A teenager had a fatal reaction after unwittingly eating buttermilk at burger chain Byron, an inquest has heard.
Owen Carey, who had a dairy allergy, was celebrating his 18th birthday when he collapsed on 22 April 2017.
Earlier, he had ordered skinny grilled chicken at the O2 Arena branch, but the menu contained “no mention” of a marinade, the inquest heard.
Technical manager Aimee Leitner-Hopps said a notice on the menu asked customers to advise staff of allergies.
She also told Southwark Coroner’s Court all waiting staff underwent allergy training.
The inquest heard Mr Carey started to experience symptoms after leaving the restaurant, before he collapsed outside the London Eye.

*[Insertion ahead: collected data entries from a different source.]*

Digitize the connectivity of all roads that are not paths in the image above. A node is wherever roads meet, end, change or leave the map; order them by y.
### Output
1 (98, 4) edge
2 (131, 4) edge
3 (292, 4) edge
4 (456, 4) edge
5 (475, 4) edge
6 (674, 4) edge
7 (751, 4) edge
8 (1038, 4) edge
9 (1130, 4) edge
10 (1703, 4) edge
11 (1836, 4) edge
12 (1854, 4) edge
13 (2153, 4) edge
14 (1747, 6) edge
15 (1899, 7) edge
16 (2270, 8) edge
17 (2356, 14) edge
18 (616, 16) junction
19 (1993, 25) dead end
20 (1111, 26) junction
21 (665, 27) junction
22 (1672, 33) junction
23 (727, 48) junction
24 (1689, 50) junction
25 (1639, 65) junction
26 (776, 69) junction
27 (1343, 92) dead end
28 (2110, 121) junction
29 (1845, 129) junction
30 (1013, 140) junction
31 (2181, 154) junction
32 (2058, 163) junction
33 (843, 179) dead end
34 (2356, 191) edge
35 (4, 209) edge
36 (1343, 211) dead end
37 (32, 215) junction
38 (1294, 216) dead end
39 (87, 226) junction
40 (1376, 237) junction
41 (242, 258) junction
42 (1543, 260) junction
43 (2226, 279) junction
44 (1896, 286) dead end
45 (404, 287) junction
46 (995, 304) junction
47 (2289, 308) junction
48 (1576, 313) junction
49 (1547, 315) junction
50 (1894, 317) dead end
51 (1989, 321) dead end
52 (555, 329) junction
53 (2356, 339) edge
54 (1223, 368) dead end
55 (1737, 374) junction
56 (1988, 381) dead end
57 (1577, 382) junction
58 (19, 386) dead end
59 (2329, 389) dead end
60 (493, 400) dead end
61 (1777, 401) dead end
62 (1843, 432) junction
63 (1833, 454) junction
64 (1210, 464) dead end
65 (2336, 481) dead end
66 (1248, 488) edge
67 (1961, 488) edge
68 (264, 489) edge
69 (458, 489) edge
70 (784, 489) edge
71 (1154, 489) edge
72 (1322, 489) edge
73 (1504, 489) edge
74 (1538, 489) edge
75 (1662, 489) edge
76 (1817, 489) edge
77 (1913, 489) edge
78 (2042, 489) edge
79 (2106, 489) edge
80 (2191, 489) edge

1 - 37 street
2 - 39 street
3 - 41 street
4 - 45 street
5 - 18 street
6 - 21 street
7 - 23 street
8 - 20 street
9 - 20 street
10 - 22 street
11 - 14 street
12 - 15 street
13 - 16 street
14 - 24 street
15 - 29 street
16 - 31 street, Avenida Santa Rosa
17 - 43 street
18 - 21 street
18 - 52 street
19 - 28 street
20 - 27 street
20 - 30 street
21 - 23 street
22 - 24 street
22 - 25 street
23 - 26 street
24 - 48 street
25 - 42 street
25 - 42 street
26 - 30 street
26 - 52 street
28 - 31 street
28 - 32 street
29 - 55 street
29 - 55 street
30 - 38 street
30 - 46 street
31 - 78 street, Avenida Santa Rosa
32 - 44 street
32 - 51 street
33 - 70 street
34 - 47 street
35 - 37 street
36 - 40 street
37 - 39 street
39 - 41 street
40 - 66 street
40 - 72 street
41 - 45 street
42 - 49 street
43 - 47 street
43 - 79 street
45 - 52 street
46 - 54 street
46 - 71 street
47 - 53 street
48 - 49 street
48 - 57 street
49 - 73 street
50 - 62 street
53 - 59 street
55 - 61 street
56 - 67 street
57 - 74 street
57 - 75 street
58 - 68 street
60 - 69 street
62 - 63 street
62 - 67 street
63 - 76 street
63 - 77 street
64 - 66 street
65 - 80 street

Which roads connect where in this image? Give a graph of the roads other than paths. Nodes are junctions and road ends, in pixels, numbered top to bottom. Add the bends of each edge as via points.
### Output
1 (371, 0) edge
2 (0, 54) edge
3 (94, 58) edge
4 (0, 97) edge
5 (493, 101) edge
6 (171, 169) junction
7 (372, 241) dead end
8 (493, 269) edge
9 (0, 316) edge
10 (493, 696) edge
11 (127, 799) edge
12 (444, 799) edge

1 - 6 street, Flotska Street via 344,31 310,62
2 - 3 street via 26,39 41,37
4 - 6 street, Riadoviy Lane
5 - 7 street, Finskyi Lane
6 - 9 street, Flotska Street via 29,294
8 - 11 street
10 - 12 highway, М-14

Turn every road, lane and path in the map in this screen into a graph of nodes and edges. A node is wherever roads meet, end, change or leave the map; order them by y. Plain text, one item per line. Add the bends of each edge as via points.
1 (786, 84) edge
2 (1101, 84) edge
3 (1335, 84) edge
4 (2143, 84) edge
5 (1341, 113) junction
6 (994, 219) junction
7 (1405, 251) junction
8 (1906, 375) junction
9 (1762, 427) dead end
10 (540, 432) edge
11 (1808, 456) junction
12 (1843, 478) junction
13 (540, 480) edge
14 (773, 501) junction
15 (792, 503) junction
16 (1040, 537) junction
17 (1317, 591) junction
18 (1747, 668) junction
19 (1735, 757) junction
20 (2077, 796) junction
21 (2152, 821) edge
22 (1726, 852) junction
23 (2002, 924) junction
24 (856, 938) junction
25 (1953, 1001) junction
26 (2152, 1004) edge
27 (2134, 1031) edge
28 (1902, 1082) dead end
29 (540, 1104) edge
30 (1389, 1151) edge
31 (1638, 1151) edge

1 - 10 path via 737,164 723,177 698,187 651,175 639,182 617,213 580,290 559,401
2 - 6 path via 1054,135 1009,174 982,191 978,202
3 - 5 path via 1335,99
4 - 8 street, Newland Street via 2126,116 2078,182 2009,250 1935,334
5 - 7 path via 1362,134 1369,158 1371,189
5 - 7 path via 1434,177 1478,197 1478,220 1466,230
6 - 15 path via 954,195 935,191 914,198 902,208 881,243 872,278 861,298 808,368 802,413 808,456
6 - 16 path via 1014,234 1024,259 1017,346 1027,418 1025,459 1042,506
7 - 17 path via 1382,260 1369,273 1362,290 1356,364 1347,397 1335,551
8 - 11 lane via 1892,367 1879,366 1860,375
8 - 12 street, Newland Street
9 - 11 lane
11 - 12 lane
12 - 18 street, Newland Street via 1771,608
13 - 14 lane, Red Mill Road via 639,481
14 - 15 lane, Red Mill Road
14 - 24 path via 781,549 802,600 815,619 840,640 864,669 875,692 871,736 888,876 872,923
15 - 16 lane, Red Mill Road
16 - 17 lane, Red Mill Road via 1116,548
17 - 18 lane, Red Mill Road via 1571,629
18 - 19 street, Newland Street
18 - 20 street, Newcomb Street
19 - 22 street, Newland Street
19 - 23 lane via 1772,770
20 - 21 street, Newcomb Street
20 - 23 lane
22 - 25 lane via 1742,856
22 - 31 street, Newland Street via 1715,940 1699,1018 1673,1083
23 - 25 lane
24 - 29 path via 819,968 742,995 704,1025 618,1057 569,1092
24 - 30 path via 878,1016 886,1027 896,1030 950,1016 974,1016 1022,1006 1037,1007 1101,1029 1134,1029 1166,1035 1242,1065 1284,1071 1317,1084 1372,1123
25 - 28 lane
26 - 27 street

He died later at St Thomas’s Hospital in central London.
‘Very small font’
Clodagh Bradley QC, representing the Carey family, of Crowborough, Sussex, said regulations required allergy information in a restaurant to be clearly visible.
Information on the Byron menu was “at the very bottom, in a really very small font, in black print, on a royal blue background” making it difficult to read, she added.
Ms Leitner-Hopps said: “It’s perfectly legible in my opinion.”
She also said it complied with legal obligations.
When asked by assistant coroner Briony Ballard why it could not be more prominent, she replied: “The expectation is that a customer with an allergy should inform us.”
Ms Leitner-Hopps said there had been numerous local authority visits over the years to the restaurant but they had “never been told” the wording was not clear enough or was too small.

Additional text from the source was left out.